Nari Velastrand
Name (Etymology):
Nari — Common among Arachnid Folk, often gifted to those born under new moons, when silk rituals begin.
Velastrand — A noble weaving-name from deep within Spinner covens: vela (old thread or spell-line) + strand (binding filament).
Combined Meaning: She who weaves with ancient strands.
Details:
- Age: Appears late 20s
- Gender: Female (She/Her)
- Race: Arachnid Folk (Spinner-Weaver)
- Occupation: Seamstress, Threadwright, Pattern-Seer
- Region: Upper Silkvale, now residing in Wendmor
- Affiliation: Trusted by the Weaver’s Guild and quietly consulted by Far-Seers
Appearance
Nari’s hair falls in obsidian waves touched with crimson streaks, like fine silk dyed with duskberry ink. Her eyes gleam with layered irises — copper, garnet, and pearl — a trait of elder Spinner bloodlines. Beneath her bell-sleeved gowns, her hands bear the faint shimmer of biothread — iridescent strands spun from within and guided by breath. Her movements are fluid and exacting, like embroidery come to life.
Her scent carries a quiet hush: black tea leaf, star-anise, and pressed damson blossom.
Home
Nari lives in the violet-curved Silkspire Nook, a tall, threadbound cottage nestled between a cobbler’s shop and Bayak’s stargazing tower. Its curved eaves resemble folded wings, and fine latticework hangs in every window — not for privacy, but for pattern-casting. When sunlight hits her windows at just the right angle, intricate shadows drift across the square like wandering spells.
Inside, the space is orderly but brimming. Bolts of starlaced silk hang like scrolls. A loom stands at the center, flanked by teacups and thread-holders carved from stone. Her grimoire is stitched, not written.
Background
Nari hails from the coven-spires of Upper Silkvale, where stories are passed down not through books, but through woven tapestries that ripple with memory. She was taught to read the weft like prophecy, and to embed intentions within each stitch. As a girl, she was tasked with reweaving the names of those who vanished — a sacred rite, and a lonely one.
But Nari questioned the old knots. She longed not just to preserve, but to reinvent. To twist thread into spells no one had cast before.
She departed Silkvale at the start of the thinnest moon, carrying only her travel-loom and a scroll of unknotted names. Seven Mile Bottom welcomed her. The town had gaps in its stories, and Nari knew how to mend.
She now creates ceremonial garb, protective runework, and cloths that shimmer with memory. Some say her cloaks warm on cold days even without fur. Others say her scarves make grief bearable. Nari says very little. Her work speaks best with silk.
Skills
- Threadreading — reading memory and intent from fabric
- Weaving sigil-thread and cloaks that resist weather, doubt, and decay
- Repairing memory-laced heirlooms
- Brewing spiderleaf teas to sharpen focus
- Infusing garments with passive spells (warmth, calm, luck)
- Whisperknotting — a rare Spinner technique for hiding truths in seams
Notable Belongings
- A moon-carved shuttle made from polished chitin
- A spool of unsummoned thread — said to finish only once a promise is fulfilled
- A ring sewn from seven thread-types, one for each Spinner vow
- Her stitch-grimoire: a clothbound roll of spells encoded in stitch and dye
- A shoulder-bag embroidered with a phrase no one else can read — not even her
Reputation
Nari is known as the quiet constant — a presence of poise and precision. She rarely speaks unless addressed, but when she does, her words unfold like ribbon: smooth, firm, and oddly satisfying. The younger villagers call her “Lady Threadling.” The elders offer her their worn garments without asking for return.
She does not gossip. She does not flinch.
Some swear she wove a cloak that turned a coward brave. Others say she stitched a wedding veil that prevented a divorce before the vows were even made.

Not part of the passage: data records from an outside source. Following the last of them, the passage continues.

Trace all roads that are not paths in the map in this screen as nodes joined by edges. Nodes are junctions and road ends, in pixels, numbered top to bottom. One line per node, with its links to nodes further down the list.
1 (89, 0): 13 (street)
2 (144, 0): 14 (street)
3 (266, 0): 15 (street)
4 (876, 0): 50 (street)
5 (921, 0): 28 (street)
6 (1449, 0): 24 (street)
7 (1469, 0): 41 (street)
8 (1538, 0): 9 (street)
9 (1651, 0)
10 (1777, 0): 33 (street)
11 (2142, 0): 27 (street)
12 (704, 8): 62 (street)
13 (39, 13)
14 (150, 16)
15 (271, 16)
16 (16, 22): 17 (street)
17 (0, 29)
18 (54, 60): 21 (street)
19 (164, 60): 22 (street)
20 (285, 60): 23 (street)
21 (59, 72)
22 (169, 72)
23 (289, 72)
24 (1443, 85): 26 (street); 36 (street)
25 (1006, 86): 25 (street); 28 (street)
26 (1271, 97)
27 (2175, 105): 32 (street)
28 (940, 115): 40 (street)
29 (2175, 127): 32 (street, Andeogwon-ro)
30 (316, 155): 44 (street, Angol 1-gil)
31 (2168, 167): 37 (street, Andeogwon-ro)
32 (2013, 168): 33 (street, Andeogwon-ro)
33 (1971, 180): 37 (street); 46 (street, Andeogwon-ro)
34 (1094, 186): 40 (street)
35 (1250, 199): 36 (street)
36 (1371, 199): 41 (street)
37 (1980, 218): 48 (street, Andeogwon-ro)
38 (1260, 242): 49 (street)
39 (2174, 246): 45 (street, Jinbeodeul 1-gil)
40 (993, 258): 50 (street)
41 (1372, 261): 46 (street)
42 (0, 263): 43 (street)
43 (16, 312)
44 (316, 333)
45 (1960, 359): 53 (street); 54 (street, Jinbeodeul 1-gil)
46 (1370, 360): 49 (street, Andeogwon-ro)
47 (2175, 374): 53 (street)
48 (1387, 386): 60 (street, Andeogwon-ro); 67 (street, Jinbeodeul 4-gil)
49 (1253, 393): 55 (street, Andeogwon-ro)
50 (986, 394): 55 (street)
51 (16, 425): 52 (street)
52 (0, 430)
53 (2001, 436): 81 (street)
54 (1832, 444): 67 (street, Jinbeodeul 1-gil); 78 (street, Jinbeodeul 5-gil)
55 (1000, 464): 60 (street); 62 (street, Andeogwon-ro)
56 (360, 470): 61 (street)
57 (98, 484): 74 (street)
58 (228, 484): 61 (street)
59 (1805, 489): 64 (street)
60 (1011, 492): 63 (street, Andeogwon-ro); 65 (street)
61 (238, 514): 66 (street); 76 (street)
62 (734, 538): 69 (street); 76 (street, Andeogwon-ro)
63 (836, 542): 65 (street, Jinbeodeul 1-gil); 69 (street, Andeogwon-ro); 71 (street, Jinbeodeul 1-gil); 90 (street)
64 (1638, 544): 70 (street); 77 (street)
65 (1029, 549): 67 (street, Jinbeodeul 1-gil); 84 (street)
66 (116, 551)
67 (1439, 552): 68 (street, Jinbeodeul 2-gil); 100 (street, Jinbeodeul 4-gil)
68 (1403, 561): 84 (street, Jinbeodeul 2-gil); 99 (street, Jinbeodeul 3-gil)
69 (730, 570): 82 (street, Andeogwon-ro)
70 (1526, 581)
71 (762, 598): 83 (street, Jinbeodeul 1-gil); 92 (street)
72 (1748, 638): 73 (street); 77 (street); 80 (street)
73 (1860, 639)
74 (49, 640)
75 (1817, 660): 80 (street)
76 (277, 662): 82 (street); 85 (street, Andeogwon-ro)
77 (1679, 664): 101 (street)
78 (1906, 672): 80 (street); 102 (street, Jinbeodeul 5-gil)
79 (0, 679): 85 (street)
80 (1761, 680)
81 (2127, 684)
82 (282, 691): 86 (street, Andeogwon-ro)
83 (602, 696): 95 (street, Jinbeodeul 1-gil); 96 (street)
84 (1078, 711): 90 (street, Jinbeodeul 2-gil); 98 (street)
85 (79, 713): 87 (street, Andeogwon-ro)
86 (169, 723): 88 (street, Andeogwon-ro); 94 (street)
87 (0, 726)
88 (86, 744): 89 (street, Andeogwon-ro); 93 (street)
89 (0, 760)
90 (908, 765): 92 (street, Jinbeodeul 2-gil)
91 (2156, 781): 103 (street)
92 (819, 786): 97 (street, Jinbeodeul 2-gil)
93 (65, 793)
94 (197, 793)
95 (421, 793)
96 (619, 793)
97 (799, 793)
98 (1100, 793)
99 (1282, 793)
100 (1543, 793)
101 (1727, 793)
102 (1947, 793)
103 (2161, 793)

When asked about it, Nari only shrugs — or smiles with the faint curl of someone who has already stitched the ending.
Ongoing Project: The Unwoven Names
Nari keeps a bolt of empty cloth in her workroom — one she refuses to cut or knot. She calls it her “listening piece.” It is for names that haven’t yet been remembered, and for stories not yet ready to be told.
Once, she let Azar place his hand on it. He withdrew it sharply and said: “It felt like being seen twice — once now, and once from behind.”
Nari simply nodded. “Good. It’s working.”
Quote
“Every thread remembers where it started — even if you knot it into a different story.”